Nkosana Mdikane, 74, is known as “Scotland’s happiest lollipop man” due to his singing and dancing at work.West Dunbartonshire Council said safety fears were behind the decision.
But school parents have questioned the council’s reasoning, with one father David Dufton starting a Facebook campaign to try to reverse the move.
A statement from West Dunbartonshire Council said: “All patrollers are instructed when crossing children over a road to remain static with one hand on their stick and the other stretched outwards. This ensures that they can be seen and effectively provides a barrier between school pupils and the traffic.”
On its Facebook page the council added: “This is national guidance and has been the case for a number of years.”
But Mr Dufton said he thinks the council’s logic is “flawed”.
Speaking to the BBC Scotland news website, he said: “Because our children want to go and see him [Nkosana Mdikane] they all cross at the pedestrian crossing, rather than anywhere else on the road, so he’s keeping our children safe.

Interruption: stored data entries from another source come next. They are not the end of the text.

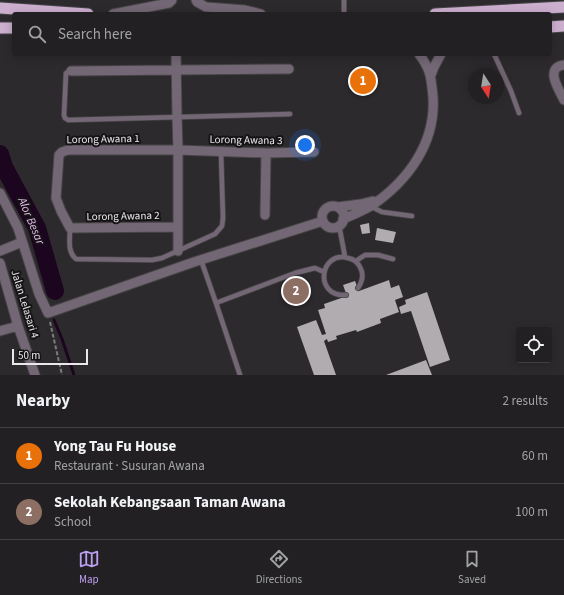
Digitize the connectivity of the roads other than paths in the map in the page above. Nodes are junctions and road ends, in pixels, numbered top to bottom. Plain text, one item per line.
1 (172, 0) edge
2 (196, 0) edge
3 (344, 0) edge
4 (564, 7) edge
5 (0, 8) edge
6 (59, 12) edge
7 (123, 12) edge
8 (253, 12) edge
9 (344, 12) edge
10 (471, 12) edge
11 (564, 26) edge
12 (552, 27) edge
13 (0, 28) edge
14 (12, 28) edge
15 (176, 56) edge
16 (420, 56) edge
17 (440, 56) edge
18 (495, 56) edge
19 (564, 65) edge
20 (289, 69) dead end
21 (71, 71) joint
22 (177, 71) junction
23 (431, 75) junction
24 (564, 100) edge
25 (519, 113) dead end
26 (290, 114) dead end
27 (177, 117) junction
28 (178, 150) junction
29 (221, 152) junction
30 (314, 152) dead end
31 (266, 153) junction
32 (0, 194) edge
33 (382, 198) junction
34 (370, 206) junction
35 (338, 207) junction
36 (265, 215) dead end
37 (412, 216) dead end
38 (323, 221) junction
39 (341, 222) junction
40 (177, 227) junction
41 (70, 228) junction
42 (22, 242) junction
43 (0, 250) edge
44 (178, 251) junction
45 (345, 257) junction
46 (393, 259) dead end
47 (200, 260) junction
48 (356, 261) junction
49 (0, 263) edge
50 (324, 272) junction
51 (358, 288) dead end
52 (346, 295) dead end
53 (216, 302) junction
54 (18, 326) junction
55 (0, 331) edge
56 (35, 375) edge
57 (240, 375) edge

1 - 7 street
2 - 8 street
3 - 9 lane
4 - 10 highway
5 - 6 highway
11 - 12 highway
13 - 14 highway
15 - 22 street
16 - 23 street
17 - 23 street
18 - 25 lane
19 - 24 street
20 - 22 street
21 - 22 street
21 - 27 lane
22 - 27 street
23 - 33 street
26 - 27 lane
27 - 28 street
28 - 29 street, Lorong Awana 3
28 - 40 street
28 - 41 street, Lorong Awana 1
29 - 31 street, Lorong Awana 3
29 - 44 lane
30 - 31 street, Lorong Awana 3
31 - 36 street
32 - 42 street
33 - 34 street
33 - 35 street
34 - 37 lane
34 - 39 street
35 - 38 street
35 - 39 street
38 - 39 street
38 - 47 street
39 - 45 lane
40 - 41 street, Lorong Awana 2
40 - 44 street
41 - 44 lane
42 - 43 street
42 - 47 street
45 - 48 lane
45 - 50 lane
46 - 48 lane
47 - 53 lane
48 - 51 lane
49 - 54 street, Jalan Lelasari 4
50 - 52 lane
50 - 53 lane
53 - 57 lane
54 - 55 street
54 - 56 street, Jalan Lelasari 4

“Also because he’s such a ‘larger than life’ character the cars pay more attention too.”
Mr Dufton said he had been bowled over by the reaction to the Facebook group named “Save the high fives”, which has gained support from almost 3,000 people since it was set up on Wednesday afternoon.
A petition “Reverse the decision to allow our Lollipop man to give high fives!”, also set up by Mr Dufton, has so far been signed by more than 1,000 people.
Mr Mdikane began working as a lollipop man in September 2013, having moved to Scotland from South Africa in 2003.
Soon after beginning work at Aitkenbar Primary School and St Peter’s Primary School in Dumbarton he became a local celebrity, with some drivers even admitting to taking detours past the schools in order to watch Mr Mdikane’s dance routines.